Sunday, June 16, 2002

Well, here in England everyone is ecstatic about the 3-0 win in the World Cup over Denmark. Personally, as an Australian, I don't have anyone to cheer for directly (Australia last qualified for the World Cup in 1974, and their once every four years humuliation in the qualifying tournament generally ends with them skulking out of a stadium containing 120000 wildly cheering Iranians, or similar). The great thing about the world cup in soccer, however, is that there are so many teams who are capable of being competitive. This year we have Senegal, an African team who have never qualified before, defeating defending champions and favourites France in their first game, and now making the last eight teams. They play either Turkey or Japan in the quarter finals. While both of these are good teams, neither are invincible, and so Senegal making the last four is a real possibility. This is great.

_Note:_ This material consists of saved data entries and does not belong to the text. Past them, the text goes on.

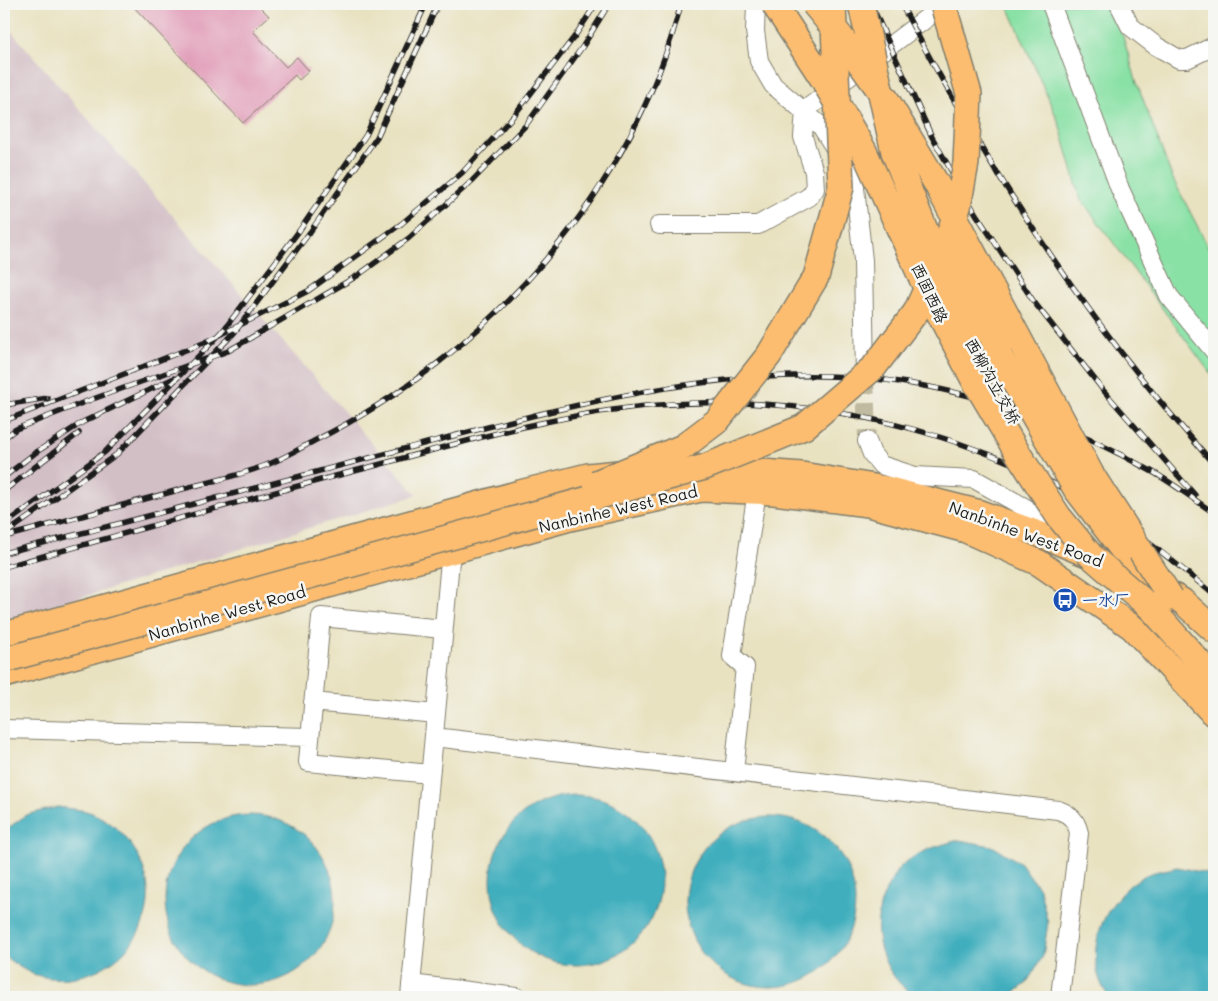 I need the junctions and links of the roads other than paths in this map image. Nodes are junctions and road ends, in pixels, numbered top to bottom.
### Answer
1 (756, 4) edge
2 (774, 4) edge
3 (814, 4) edge
4 (833, 4) edge
5 (860, 4) edge
6 (875, 4) edge
7 (942, 4) edge
8 (1051, 4) edge
9 (1119, 4) edge
10 (1214, 46) edge
11 (805, 110) junction
12 (660, 225) dead end
13 (1214, 350) edge
14 (866, 376) tunnel mouth
15 (867, 441) tunnel mouth
16 (757, 491) junction
17 (1044, 536) junction
18 (451, 550) junction
19 (1161, 603) junction
20 (443, 630) junction
21 (1214, 630) edge
22 (4, 635) edge
23 (1214, 645) edge
24 (4, 648) edge
25 (4, 660) edge
26 (4, 675) edge
27 (1214, 679) edge
28 (313, 702) junction
29 (436, 714) junction
30 (1214, 714) edge
31 (4, 729) edge
32 (434, 736) junction
33 (310, 737) junction
34 (734, 772) junction
35 (430, 774) junction
36 (411, 991) edge
37 (517, 997) edge
38 (1060, 997) edge

1 - 11 street
2 - 19 highway, 西固西路, bridge
3 - 19 highway, bridge
4 - 24 highway, bridge
5 - 19 highway, 西柳沟立交桥, bridge
6 - 19 highway, 西柳沟立交桥, bridge
7 - 11 street
7 - 25 highway, bridge
8 - 13 street
9 - 10 street
11 - 12 street
11 - 14 street
15 - 17 street
16 - 18 highway, Nanbinhe West Road
16 - 30 highway, Nanbinhe West Road
16 - 34 street
17 - 21 highway, Nanbinhe West Road
17 - 22 highway, Nanbinhe West Road
18 - 20 street
18 - 26 highway, Nanbinhe West Road
19 - 23 highway, 西柳沟立交桥
19 - 27 highway, 西柳沟立交桥
20 - 28 street
20 - 29 street
28 - 29 street
28 - 33 street
29 - 32 street
31 - 33 street
32 - 34 street
32 - 35 street
33 - 35 street
34 - 38 street
35 - 36 street
36 - 37 street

When Cameroon made the quarter finals (and took England to extra time in the quarter final) in 1990, quite a few people thought that African football had arrived. The Africans haven't really impressed since, until now, but maybe this is it. Certainly the final 16 teams have quite a bit of diversity this year. We have nine European teams, two South American teams, two North American teams, one African team and two Asian teams. It may be just home team advantage for Japan and South Korea, but the improvement in the South American teams is also impressive. The days of the World Cup just being Europe versus South America may be coming to an end.